No problem of this nature is fixed by forcing people to change. The only way is to stick it out in the hostile environment until you are a majority. Then you can change the situation simply by acting differently. When you're the majority, you set the tone.

That's assuming there's a problem to begin with, of course.

The Civils Right movement says otherwise. Sometimes you have to force people to be less of an asshole.

Comment Re: Oh noes!!!!11111 (Score 2) 449

I've worked in IT for over 2 decades. This may have existed back in the late 80's, possibly even into the very early 90's, but since about 1995 has been a fallacy perpetrated by those with an agenda to cast this industry as somehow sexist or backwards. If there are any people left who are still truly hostile to females in IT that haven't been weeded out through attrition, harassment claims, or other HR procedures, they must be really good at hiding how they truly feel and therefore it isn't really an issue anymore.

Stop being disingenuous and perpetrating "what if" scenarios to further a divisive agenda you know is going to lose, anyway.

I tend to agree with you that harassment in the workplace is significantly less than what it used to be. The stigma still lingers, however. It doesn't help when geeks make presentations with sexual parts in conferences, either (and no, the answer is not to develop humor or grow thicker skin, but to be less of a pervert.)

Harassment in academia and in other STEM fields still exists, and it is serious enough to make students switch careers and not pursue work in Academia. I've seen it.

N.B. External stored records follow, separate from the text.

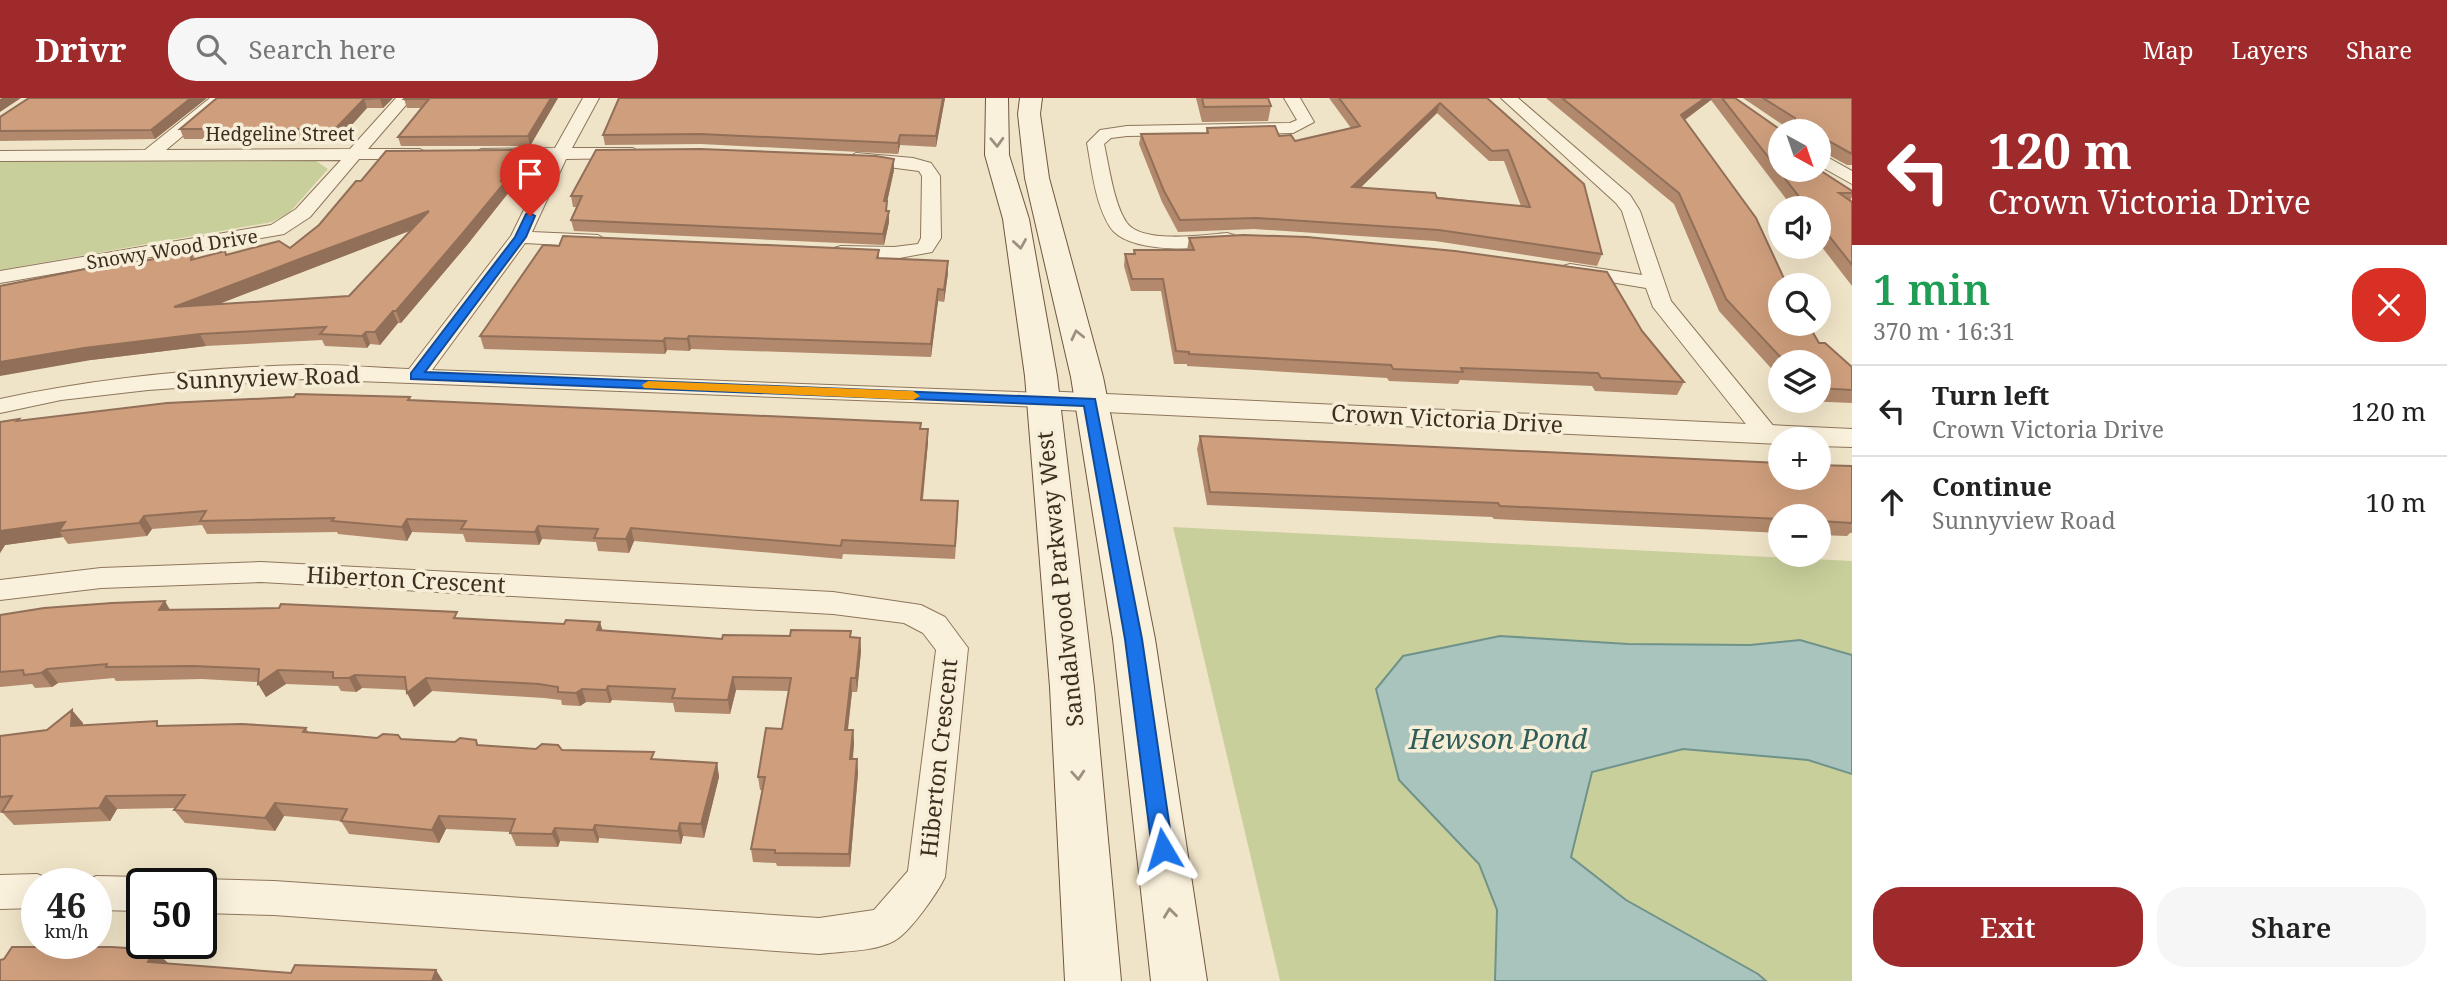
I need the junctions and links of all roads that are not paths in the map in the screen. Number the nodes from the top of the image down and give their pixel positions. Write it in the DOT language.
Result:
graph roads {
  1 [pos="220,98"];
  2 [pos="404,98"];
  3 [pos="591,98"];
  4 [pos="1292,98"];
  5 [pos="1509,98"];
  6 [pos="997,102"];
  7 [pos="1030,106"];
  8 [pos="649,153"];
  9 [pos="354,154"];
  10 [pos="436,154"];
  11 [pos="464,154"];
  12 [pos="560,154"];
  13 [pos="150,155"];
  14 [pos="0,156"];
  15 [pos="836,157"];
  16 [pos="1831,165"];
  17 [pos="1852,179"];
  18 [pos="520,237"];
  19 [pos="1241,239"];
  20 [pos="613,241"];
  21 [pos="824,251"];
  22 [pos="1555,268"];
  23 [pos="0,277"];
  24 [pos="1654,282"];
  25 [pos="416,376"];
  26 [pos="1042,400"];
  27 [pos="1090,402"];
  28 [pos="0,406"];
  29 [pos="1766,433"];
  30 [pos="1852,438"];
  31 [pos="0,590"];
  32 [pos="21,891"];
  33 [pos="0,892"];
  34 [pos="217,896"];
  35 [pos="1093,981"];
  36 [pos="1179,981"];
  1 -- 13 [label="street"];
  2 -- 9 [label="street, Snowy Wood Drive"];
  3 -- 12 [label="street"];
  4 -- 19 [label="street"];
  5 -- 24 [label="street"];
  6 -- 7 [label="main road"];
  6 -- 26 [label="main road, Sandalwood Parkway West, one-way"];
  27 -- 7 [label="main road, one-way"];
  8 -- 12 [label="street"];
  9 -- 10 [label="street, Hedgeline Street"];
  9 -- 13 [label="street, Hedgeline Street"];
  9 -- 23 [label="street, Snowy Wood Drive"];
  11 -- 12 [label="street"];
  12 -- 18 [label="street"];
  13 -- 14 [label="street, Hedgeline Street"];
  15 -- 21 [label="street"];
  16 -- 17 [label="street"];
  18 -- 20 [label="street"];
  18 -- 25 [label="street"];
  22 -- 24 [label="street"];
  24 -- 29 [label="street"];
  25 -- 26 [label="street, Sunnyview Road"];
  25 -- 28 [label="street, Sunnyview Road"];
  26 -- 27 [label="street, Crown Victoria Drive"];
  26 -- 35 [label="main road, Sandalwood Parkway West, one-way"];
  27 -- 29 [label="street, Crown Victoria Drive"];
  36 -- 27 [label="main road, one-way"];
  29 -- 30 [label="street, Crown Victoria Drive"];
  31 -- 34 [label="street, Hiberton Crescent"];
  32 -- 33 [label="street"];
}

Comment Re: Oh noes!!!!11111 (Score 1) 449

I don't understand why they should be "encouraged" to study computer science to just keep up some random statistic vs. encouraging them to do whatever their hearts tell them they should be doing? Stories like this make me so angry because it casts women as unable to decide for themselves and we should be "correcting" their life choices. Whatever...

It is not just to keep up some random statistic. Software careers are among the most profitable, and when a segment of society does not participate in them, society as a whole suffer.

I do agree that the word "encourage" is a bit mystifying. But it is important since there is not enough done from elementary to HS to show that a career in STEM (not just software) is open to anyone, not just boys.

Furthermore, it is important to understand why STEM is so difficult for women. I know for a fact that there is a shitload of harassment, specially in Academia (I've seen it.)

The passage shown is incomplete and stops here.